Background: Type 2 diabetes mellitus (T2DM) is becoming more common around the world, especially among those receiving primary care. Lifestyle interventions focusing on diet, physical activity, and behavioral change are increasingly recognized as key components in the management of T2DM, yet their effectiveness across varied populations and settings remains a topic of ongoing research.
Aim: This systematic review aims to examine studies from 2015 to 2025 to understand the impact of lifestyle adjustments on managing type 2 diabetes (T2D) in primary care.
Methods: Databases such as PubMed, Scopus, Web of Science, and Cochrane Library were consulted for articles on “T2D” that also addressed “lifestyle changes,” “primary care,” and actions related to “diet,” “physical exercise,” and “behavioral therapy” published during the years 2015 to 2025. Only studies with a randomized controlled trial, a cohort study, or a systematic review were considered if they covered adult patients with T2DM treated in primary health settings.

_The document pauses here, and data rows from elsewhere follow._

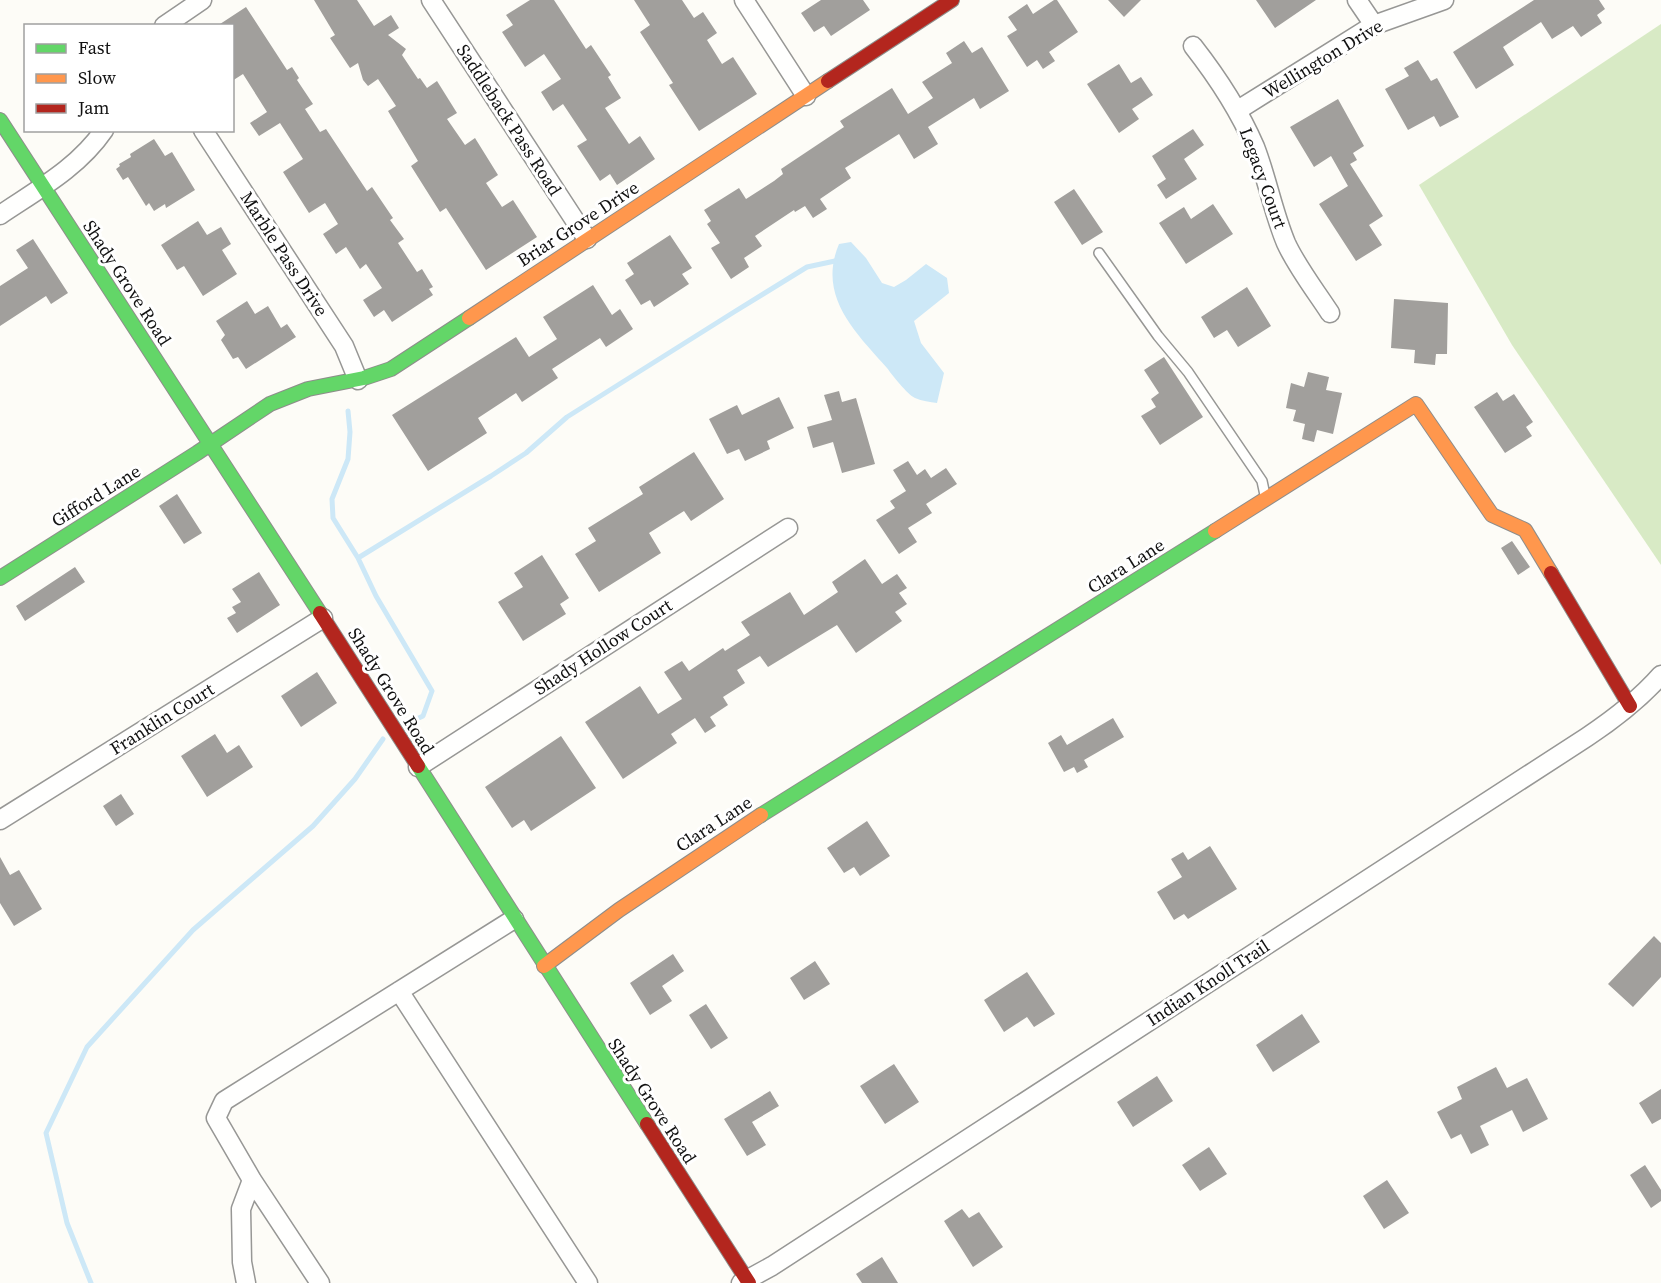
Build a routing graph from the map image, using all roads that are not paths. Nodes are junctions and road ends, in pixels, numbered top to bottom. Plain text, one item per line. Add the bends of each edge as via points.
1 (202, 0) edge
2 (430, 0) edge
3 (744, 0) edge
4 (952, 0) edge
5 (1357, 0) edge
6 (1444, 0) edge
7 (167, 24) edge
8 (1374, 25) junction
9 (1193, 46) dead end
10 (806, 96) junction
11 (1238, 110) junction
12 (0, 120) edge
13 (103, 132) edge
14 (204, 132) edge
15 (43, 186) junction
16 (0, 215) edge
17 (587, 239) junction
18 (1100, 253) dead end
19 (1329, 313) dead end
20 (358, 380) junction
21 (210, 443) junction
22 (1266, 497) junction
23 (788, 528) dead end
24 (0, 578) edge
25 (323, 618) junction
26 (1661, 675) edge
27 (1630, 706) junction
28 (418, 767) junction
29 (0, 820) edge
30 (514, 919) junction
31 (544, 966) junction
32 (399, 991) junction
33 (252, 1180) junction
34 (746, 1282) edge
35 (246, 1283) edge
36 (320, 1283) edge
37 (588, 1283) edge

1 - 7 street
2 - 17 street, Saddleback Pass Road
3 - 10 street
4 - 10 street, Briar Grove Drive
5 - 8 street
6 - 8 street, Wellington Drive
8 - 11 street, Wellington Drive
9 - 11 street, Legacy Court
10 - 17 street, Briar Grove Drive
11 - 19 street, Legacy Court via 1256,149 1287,246
12 - 15 street, Shady Grove Road
13 - 15 street via 76,163
14 - 20 street, Marble Pass Drive via 344,346
15 - 16 street
15 - 21 street, Shady Grove Road
17 - 20 street, Briar Grove Drive via 391,369
18 - 22 lane via 1188,372 1262,481
20 - 21 street, Briar Grove Drive via 304,389 283,397
21 - 24 street, Gifford Lane
21 - 25 street, Shady Grove Road
22 - 27 street, Clara Lane via 1416,404 1492,515 1525,530
22 - 31 street, Clara Lane via 741,827
23 - 28 street, Shady Hollow Court
25 - 28 street, Shady Grove Road
25 - 29 street, Franklin Court
26 - 27 street, Indian Knoll Trail
27 - 34 street, Indian Knoll Trail
28 - 30 street, Shady Grove Road
30 - 31 street, Shady Grove Road
30 - 32 street
31 - 34 street, Shady Grove Road
32 - 33 street via 224,1101 216,1118
32 - 37 street
33 - 35 street via 241,1209
33 - 36 street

Results: Seven different studies with more than 9,000 people were included in the analysis. In most studies, HbA1c, weight, blood pressure, and cholesterol improved after putting participants through structured lifestyle programs. Using teams of different healthcare workers and technology resulted in improved compliance and regular blood glucose levels over time. Some studies reported challenges in patient retention and variation in outcomes based on demographic and socioeconomic factors.
Conclusion: Supporting people with T2D through primary care works best when personalized and maintained through continued engagement. The results highlight the need to add more holistic and patient-centered methods to regular diabetes care plans. Further research needs to be done to improve how the methods are delivered and to overcome the barriers to ongoing use by different groups.
Key words: Type 2 diabetes, lifestyle intervention, primary care, glycemic control, diet, physical activity, behavioral therapy, diabetes management, patient-centered care, chronic disease.